INDEPENDENT NEWS

New Zealand's Amazing Motorsport Run Continues

Published: Mon 17 Nov 2003 02:55 PM
VANDY MOTORSPORT
Media Information
For Immediate Release 17-11-03
NEW ZEALAND'S AMAZING MOTORSPORT RUN CONTINUES
New Zealand's amazing run on the international motor racing stage has continued with confirmation this morning that young Hamilton driver Chris Vander Drift will compete in the 2004 Formula BMW ADAC single-seater motor racing series in Europe. The inking of the deal - with former World champion Keke Rosberg's Neudstadt, Germany, team - comes hot on the heels of news that fellow former Kart star James Cressey is testing this week for a Swiss Formula Renault V6 Eurocup team in Italy and just weeks after the country's top Kart racer, Aucklander Wade Cunningham, won the World Kart Championship title at Sarno in Italy.
Six-time New Zealand and six-time North Island KartSport champion Vander Drift, 17, left New Zealand to further his motorsport career at the beginning of the year, living with family in Holland and working with a Formula Ford team in Sweden.
In August he attended a BMW ADAC racing school in Valencia Spain where he earned his International Grade C motor racing licence.
Impressed by his ability and maturity on and off the track the organisers invited him to apply for a place on a scholarship programme run by BMW and ADAC at the Valencia track.
There he did it again, easily making the final 21, then the final eight.
Motor vehicle manufacturer BMW and technical/admin organisation ADAC (like a cross between the AA and MotorSport NZ) have been running motorsport-based scholarship programmes of one sort or another since the 1970s (Williams Formula 1 driver Ralf Schumacher got his career start this way) but last year they launched a brand new initiative, the international Formula BMW championship.
The aim of the championship is to bridge the gap between Karts and Formula 1 feeder classes like Formula 3 and Formula 3000 and growth has been exponential. This year there were two main championships, the 'host' one in Germany and a new one in Asia.

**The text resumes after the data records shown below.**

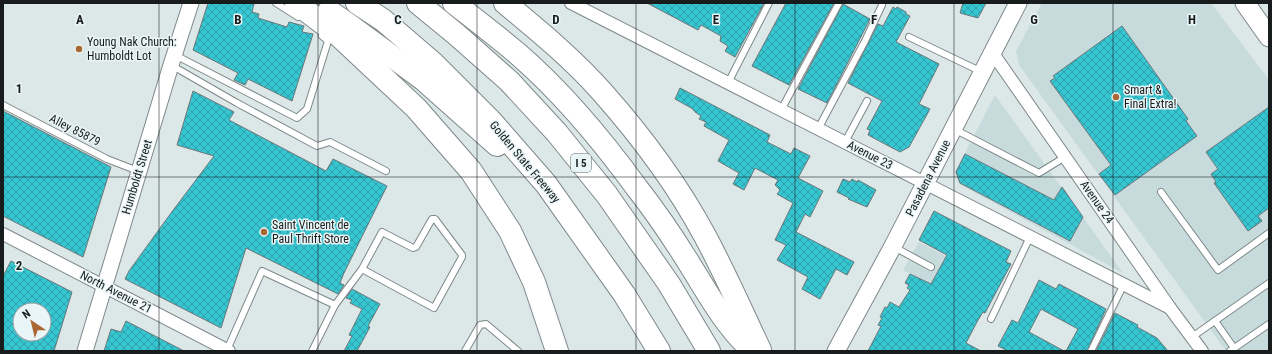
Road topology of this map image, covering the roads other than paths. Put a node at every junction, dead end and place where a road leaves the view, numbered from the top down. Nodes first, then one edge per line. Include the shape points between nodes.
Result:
1 (191, 3) edge
2 (276, 3) edge
3 (316, 3) edge
4 (358, 3) edge
5 (418, 3) edge
6 (454, 3) edge
7 (505, 3) edge
8 (570, 3) edge
9 (768, 3) edge
10 (839, 3) edge
11 (1018, 3) edge
12 (1245, 3) edge
13 (882, 5) dead end
14 (300, 13) edge
15 (318, 33) dead end
16 (909, 37) dead end
17 (1269, 37) edge
18 (992, 52) junction
19 (172, 60) junction
20 (982, 72) junction
21 (728, 83) junction
22 (867, 101) dead end
23 (3, 105) edge
24 (781, 110) junction
25 (818, 129) junction
26 (953, 129) junction
27 (845, 142) junction
28 (1065, 157) junction
29 (138, 171) junction
30 (386, 171) dead end
31 (925, 183) junction
32 (546, 184) junction
33 (1161, 192) dead end
34 (3, 234) edge
35 (1269, 234) edge
36 (1030, 237) junction
37 (893, 246) junction
38 (931, 267) dead end
39 (362, 269) junction
40 (1269, 283) edge
41 (1124, 284) junction
42 (103, 286) junction
43 (335, 305) junction
44 (1170, 308) junction
45 (991, 319) dead end
46 (1215, 321) junction
47 (1269, 324) edge
48 (1192, 337) junction
49 (1232, 349) edge
50 (85, 351) edge
51 (228, 351) edge
52 (312, 351) edge
53 (465, 351) edge
54 (518, 351) edge
55 (557, 351) edge
56 (659, 351) edge
57 (709, 351) edge
58 (753, 351) edge
59 (761, 351) edge
60 (836, 351) edge
61 (1091, 351) edge
62 (1202, 351) edge

1 - 19 street, Humboldt Street
2 - 14 lane
3 - 32 highway via 424,80 484,135
4 - 32 highway, Golden State Freeway via 432,62 491,121
5 - 57 highway, I 5 via 509,81 557,133 607,195 669,284
6 - 58 highway via 519,55 602,141 684,255 725,321
7 - 59 highway via 603,92 650,150 705,235
8 - 21 street, Avenue 23
9 - 21 lane
10 - 24 lane
11 - 18 main road, Pasadena Avenue
12 - 17 main road
13 - 25 lane
14 - 55 highway via 338,34 416,108 471,171 510,231 534,282
15 - 19 lane via 328,41 307,110 297,118
16 - 20 lane
18 - 20 main road, Pasadena Avenue
18 - 28 street, Avenue 24
19 - 29 street, Humboldt Street
19 - 30 lane via 237,103 318,146 330,142
20 - 26 main road, Pasadena Avenue
21 - 24 street, Avenue 23
22 - 27 lane
23 - 29 lane, Alley 85879 via 107,159
24 - 25 street, Avenue 23
25 - 27 street, Avenue 23
26 - 28 lane via 1039,173
26 - 31 main road, Pasadena Avenue
27 - 31 street, Avenue 23
28 - 44 street, Avenue 24
29 - 42 street, Humboldt Street
31 - 36 street, Avenue 23
31 - 37 main road, Pasadena Avenue
32 - 56 highway, Golden State Freeway via 624,294
33 - 35 lane via 1218,270
34 - 42 street, North Avenue 21
36 - 41 street, Avenue 23
36 - 45 lane
37 - 38 lane
37 - 60 main road, Pasadena Avenue
39 - 39 lane via 434,308 462,255 433,218 413,248 382,232
39 - 43 lane
40 - 46 lane
41 - 44 street, Avenue 23
41 - 61 lane
42 - 50 street, Humboldt Street
42 - 51 street, North Avenue 21
43 - 51 lane via 262,271
43 - 52 lane
44 - 48 street, Avenue 24
46 - 48 lane
46 - 49 lane
47 - 49 lane
48 - 62 street, Avenue 24
53 - 54 lane via 483,324

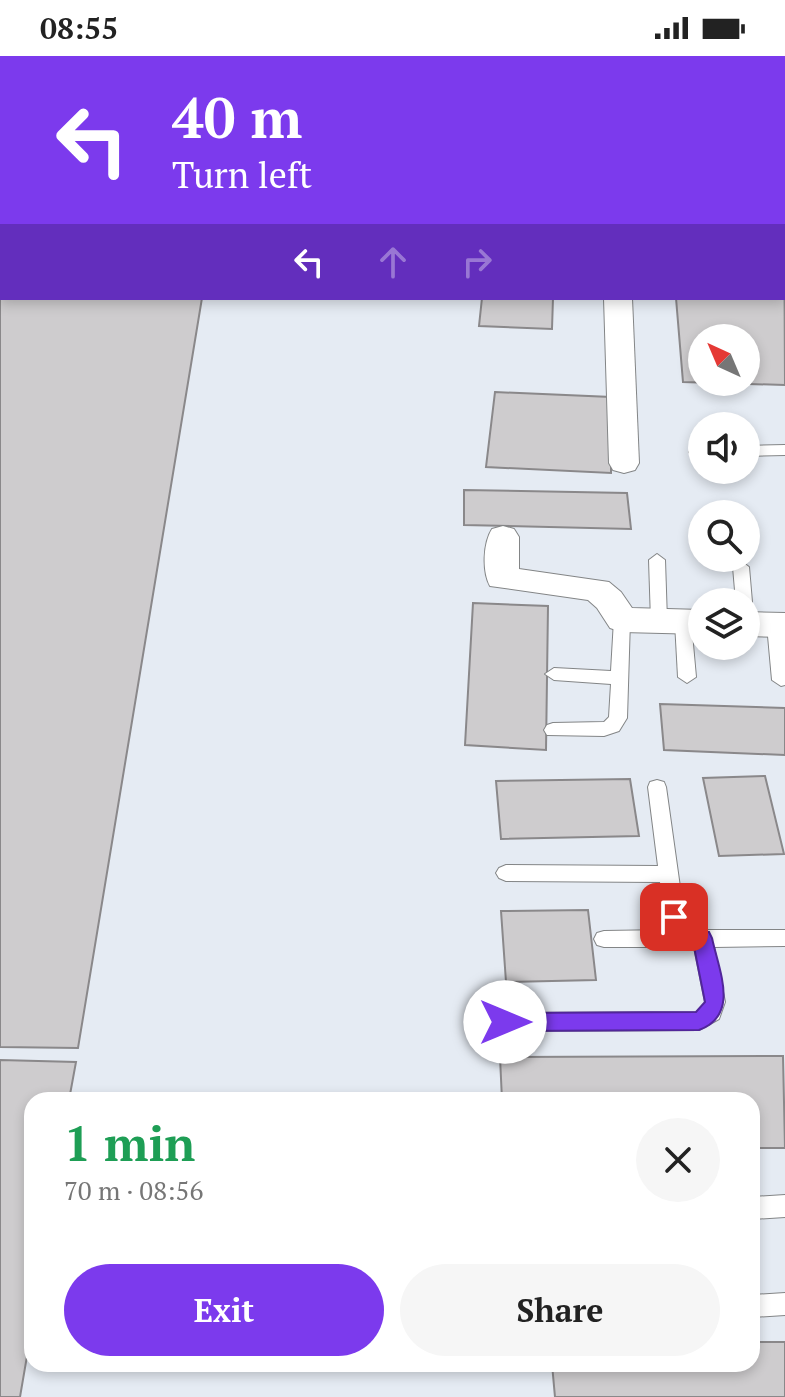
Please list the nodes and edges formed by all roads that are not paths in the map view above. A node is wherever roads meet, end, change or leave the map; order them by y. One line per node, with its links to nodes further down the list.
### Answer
1 (618, 300): 4 (street)
2 (785, 450): 3 (lane)
3 (760, 451)
4 (624, 463)
5 (503, 537): 7 (street)
6 (657, 560): 8 (lane)
7 (622, 620): 8 (street); 12 (lane)
8 (681, 622): 11 (lane)
9 (763, 624): 13 (lane)
10 (554, 674): 12 (lane)
11 (687, 677)
12 (620, 678): 14 (lane)
13 (781, 680)
14 (553, 730)
15 (657, 787): 17 (lane)
16 (506, 873): 17 (lane)
17 (668, 874): 21 (lane)
18 (702, 938): 19 (lane); 21 (lane); 22 (lane)
19 (785, 938)
20 (604, 939): 21 (lane)
21 (677, 939)
22 (505, 1022)
23 (785, 1206): 24 (lane)
24 (760, 1208)
25 (785, 1304): 26 (lane)
26 (760, 1306)

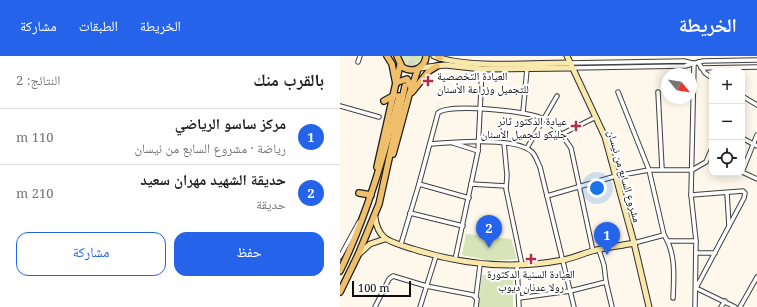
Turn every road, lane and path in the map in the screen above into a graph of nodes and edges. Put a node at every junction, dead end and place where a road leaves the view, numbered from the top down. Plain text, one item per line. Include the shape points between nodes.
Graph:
1 (360, 56) edge
2 (387, 56) edge
3 (426, 56) edge
4 (567, 56) edge
5 (703, 56) edge
6 (437, 57) edge
7 (397, 59) edge
8 (461, 59) edge
9 (757, 60) edge
10 (703, 61) junction
11 (358, 62) dead end
12 (695, 62) junction
13 (570, 65) junction
14 (437, 66) junction
15 (757, 67) edge
16 (419, 68) junction
17 (701, 68) junction
18 (709, 68) edge
19 (745, 68) edge
20 (482, 69) junction
21 (527, 69) junction
22 (709, 75) edge
23 (400, 85) junction
24 (411, 87) junction
25 (618, 92) dead end
26 (658, 92) dead end
27 (395, 95) junction
28 (409, 95) junction
29 (557, 96) dead end
30 (745, 98) edge
31 (384, 101) dead end
32 (757, 104) edge
33 (340, 106) edge
34 (480, 109) junction
35 (523, 112) junction
36 (379, 117) dead end
37 (596, 117) junction
38 (543, 119) junction
39 (562, 134) junction
40 (757, 135) edge
41 (745, 140) edge
42 (478, 141) junction
43 (450, 142) junction
44 (504, 143) junction
45 (430, 144) junction
46 (755, 145) edge
47 (527, 148) junction
48 (478, 151) junction
49 (709, 155) edge
50 (706, 162) junction
51 (709, 162) edge
52 (745, 166) edge
53 (662, 169) junction
54 (649, 170) junction
55 (692, 170) junction
56 (745, 173) edge
57 (616, 176) junction
58 (757, 179) edge
59 (419, 184) junction
60 (471, 184) junction
61 (375, 185) junction
62 (506, 186) junction
63 (579, 186) junction
64 (383, 189) junction
65 (359, 193) dead end
66 (727, 193) junction
67 (371, 195) junction
68 (691, 195) junction
69 (547, 196) junction
70 (469, 198) junction
71 (366, 209) junction
72 (410, 213) junction
73 (375, 217) junction
74 (463, 226) junction
75 (729, 227) junction
76 (664, 235) junction
77 (385, 239) junction
78 (668, 241) junction
79 (696, 241) junction
80 (634, 243) junction
81 (400, 244) junction
82 (596, 250) junction
83 (696, 253) junction
84 (715, 253) junction
85 (358, 255) junction
86 (436, 256) junction
87 (340, 257) edge
88 (455, 260) junction
89 (563, 260) junction
90 (480, 265) junction
91 (519, 265) junction
92 (340, 271) edge
93 (757, 277) edge
94 (606, 282) junction
95 (426, 286) junction
96 (696, 288) junction
97 (570, 291) junction
98 (340, 292) edge
99 (476, 297) junction
100 (519, 298) junction
101 (672, 298) dead end
102 (725, 301) junction
103 (375, 307) edge
104 (420, 307) edge
105 (476, 307) edge
106 (519, 307) edge
107 (574, 307) edge
108 (612, 307) edge
109 (649, 307) edge
110 (695, 307) edge
111 (721, 307) edge
112 (735, 307) edge
113 (740, 307) edge

1 - 11 street
2 - 23 main road
3 - 16 main road via 426,61
4 - 13 street, مشروع السابع من نيسان
5 - 10 street
6 - 8 street
7 - 16 main road via 408,70
7 - 23 main road
8 - 13 street via 481,64
9 - 10 street
10 - 12 street
12 - 13 street
12 - 17 street
12 - 55 street
13 - 21 street
13 - 37 street, مشروع السابع من نيسان
14 - 16 street
14 - 20 street
14 - 28 main road
15 - 19 street
16 - 24 main road
17 - 18 street
17 - 22 street
20 - 21 street
20 - 34 street
21 - 35 street
23 - 24 main road via 406,79
23 - 27 main road
23 - 61 main road via 384,158
23 - 64 main road
24 - 28 main road
25 - 54 street
26 - 53 street
27 - 31 main road
27 - 61 main road
28 - 64 main road
29 - 38 street
30 - 32 street
33 - 36 street
34 - 35 street
34 - 42 street
34 - 45 street via 440,111
35 - 38 street
37 - 39 street
37 - 57 street, مشروع السابع من نيسان via 605,137
38 - 39 street
38 - 47 street
39 - 63 street via 571,148
40 - 46 street
41 - 46 street
42 - 43 street
42 - 44 street
42 - 48 street
43 - 45 street
43 - 48 street
44 - 47 street
44 - 62 street
45 - 59 street
46 - 52 street
47 - 69 street via 534,154 540,167
48 - 60 street
49 - 50 street
50 - 51 street
50 - 55 street
53 - 54 street
53 - 55 street
54 - 57 street
54 - 76 street
55 - 68 street
56 - 58 street
57 - 63 street
57 - 80 street, مشروع السابع من نيسان
59 - 70 street
59 - 72 street
60 - 62 street
60 - 70 street
61 - 67 main road
62 - 91 street
63 - 69 street
63 - 82 street
64 - 73 main road
65 - 67 main road
66 - 68 street
66 - 75 street
66 - 75 street via 743,191 745,196
67 - 71 main road
68 - 79 street
69 - 89 street
70 - 74 street
71 - 87 street
71 - 92 main road
72 - 74 street
72 - 81 street
73 - 77 street via 378,229
73 - 85 main road
74 - 88 street
75 - 84 street
76 - 78 street
76 - 80 street
77 - 81 street
77 - 85 street via 370,244
78 - 79 street
78 - 101 street via 675,274
79 - 83 street
80 - 82 street
80 - 109 street, مشروع السابع من نيسان
81 - 86 street
82 - 89 street
82 - 94 street via 604,265
83 - 84 street
83 - 96 street
84 - 96 street
85 - 98 main road
86 - 88 street
86 - 95 street
88 - 90 street
89 - 91 street
89 - 97 street
90 - 91 street
90 - 99 street
91 - 100 street
93 - 113 street
94 - 97 street
94 - 108 street
95 - 99 street
95 - 103 street via 392,276
95 - 104 street
96 - 102 street
96 - 110 street
97 - 100 street
97 - 107 street
99 - 105 street
100 - 106 street
102 - 111 street
102 - 112 street

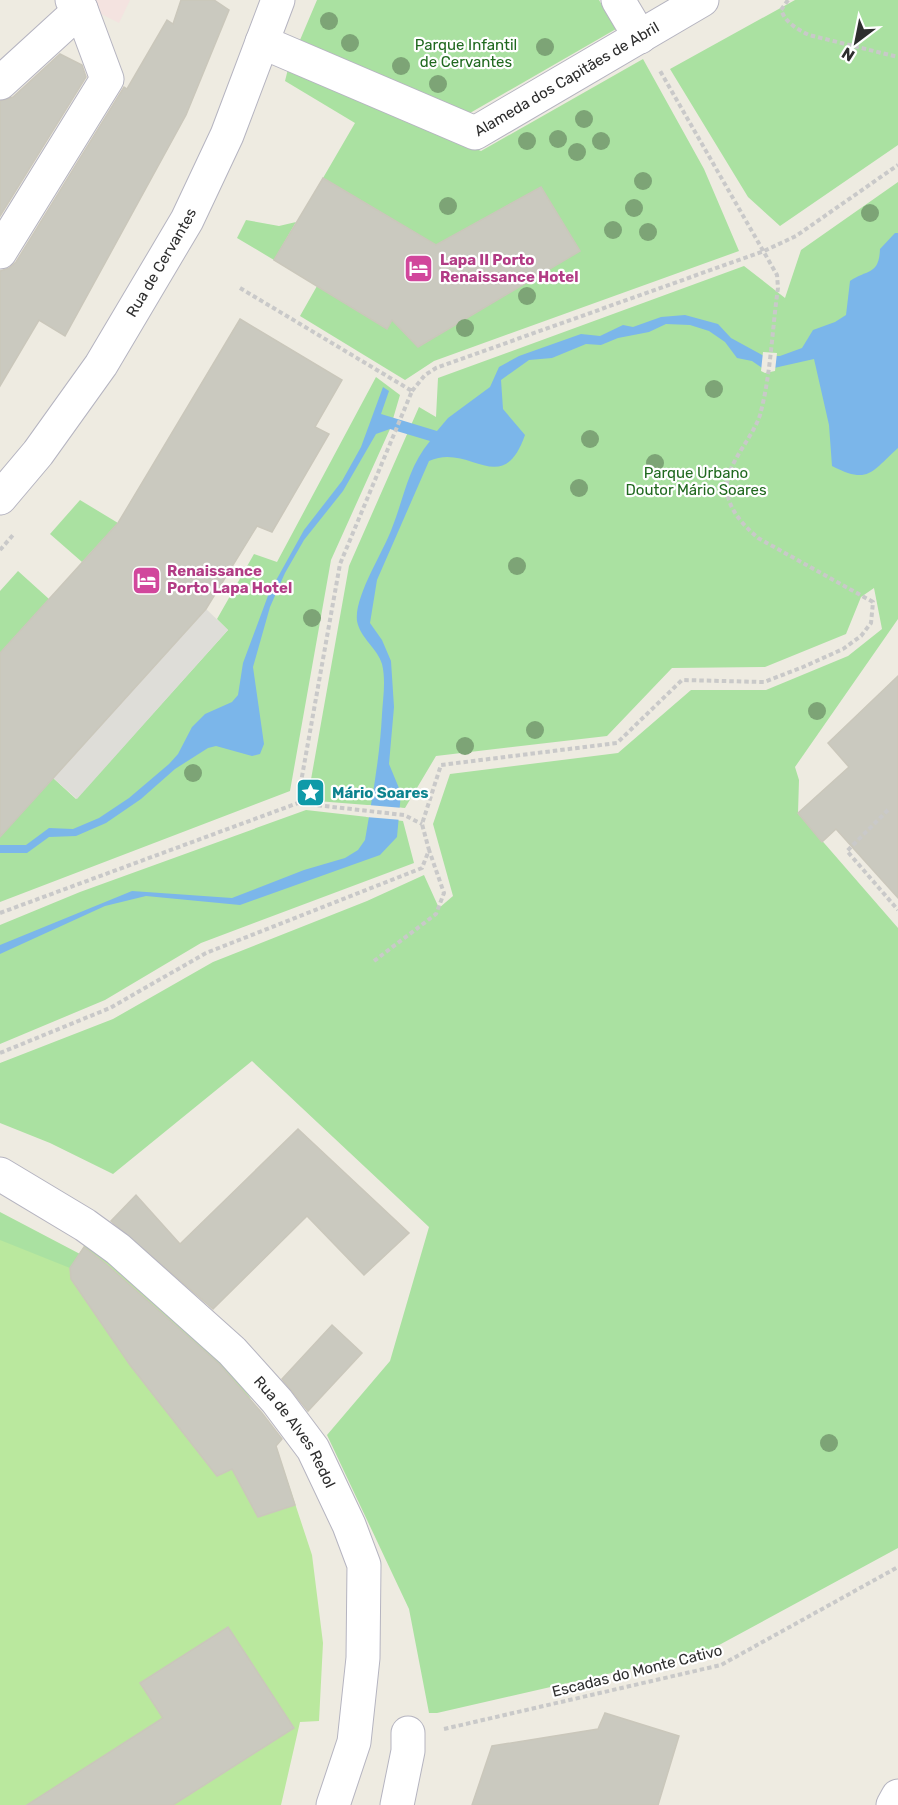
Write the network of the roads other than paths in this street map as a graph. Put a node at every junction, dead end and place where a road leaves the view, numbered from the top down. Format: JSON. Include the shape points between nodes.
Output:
{"nodes":[{"id":1,"x":278,"y":0,"type":"edge"},
{"id":2,"x":618,"y":0,"type":"edge"},
{"id":3,"x":702,"y":0,"type":"edge"},
{"id":4,"x":76,"y":5,"type":"edge"},
{"id":5,"x":640,"y":37,"type":"junction"},
{"id":6,"x":262,"y":42,"type":"junction"},
{"id":7,"x":0,"y":83,"type":"edge"},
{"id":8,"x":0,"y":252,"type":"edge"},
{"id":9,"x":0,"y":498,"type":"edge"},
{"id":10,"x":0,"y":1174,"type":"edge"},
{"id":11,"x":421,"y":1733,"type":"road end"},
{"id":12,"x":898,"y":1796,"type":"edge"},
{"id":13,"x":333,"y":1805,"type":"edge"},
{"id":14,"x":397,"y":1805,"type":"edge"},
{"id":15,"x":893,"y":1805,"type":"edge"}],
"edges":[{"from":1,"to":6,"type":"street","name":"Rua de Cervantes"},
{"from":2,"to":5,"type":"street"},
{"from":3,"to":5,"type":"street","name":"Alameda dos Capitães de Abril"},
{"from":4,"to":7,"type":"street"},
{"from":4,"to":8,"type":"street","via":[[107,79]]},
{"from":5,"to":6,"type":"street","name":"Alameda dos Capitães de Abril","via":[[475,133]]},
{"from":6,"to":9,"type":"street","name":"Rua de Cervantes","via":[[227,135],[188,220],[101,365],[38,453]]},
{"from":10,"to":13,"type":"street","name":"Rua de Alves Redol","via":[[86,1225],[118,1250],[232,1351],[313,1449],[364,1565],[363,1658],[354,1742]]},
{"from":11,"to":14,"type":"street","via":[[408,1751]]},
{"from":12,"to":15,"type":"street"}]}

Next year these two are being joined by two more, one in the US and the UK.
Though budgets are high - the Vander Drift family is currently working hard trying to find sponsorship investment to cover the 250,000 Euros they believe their son's campaign will cost - the scholarship their son has earned is worth 50,000 Euro.
The managing director of Team Rosberg, Arno Zensen, says that Vander Drift driver made a big impression on everyone in the team when he first tested for them and that he was an obvious choice when the time came round to deciding who was going to drive for the team in 2004.
BMW and ADAC put considerable time and effort into promoting the Formula BMW ADAC championship which shares the bill at all the big German meetings over the Northern Hemisphere summer with the German Formula 3 championship and the DTM (German Touring Car Championship).
The cars are state-of-the-art carbon-fibre-tub 'wings-and-slicks' single-seaters with inboard suspension front and rear and a liquid-cooled DOHC/16-valve four cylinder BMW K-series (motorcycle) engine mated to a 6-speed Formula 3-type sequential gearbox.
After such a promising year last year, and with new championship series starting up in Europe and the US, there is already significant media interest in the 2004 series.
This was fuelled last week by the announcement that a 19-year-old Columbian had expressed interest in competing.
His name? Federico Montoya, younger brother of BMW Williams Formula 1 driver Juan-Pablo Montoya!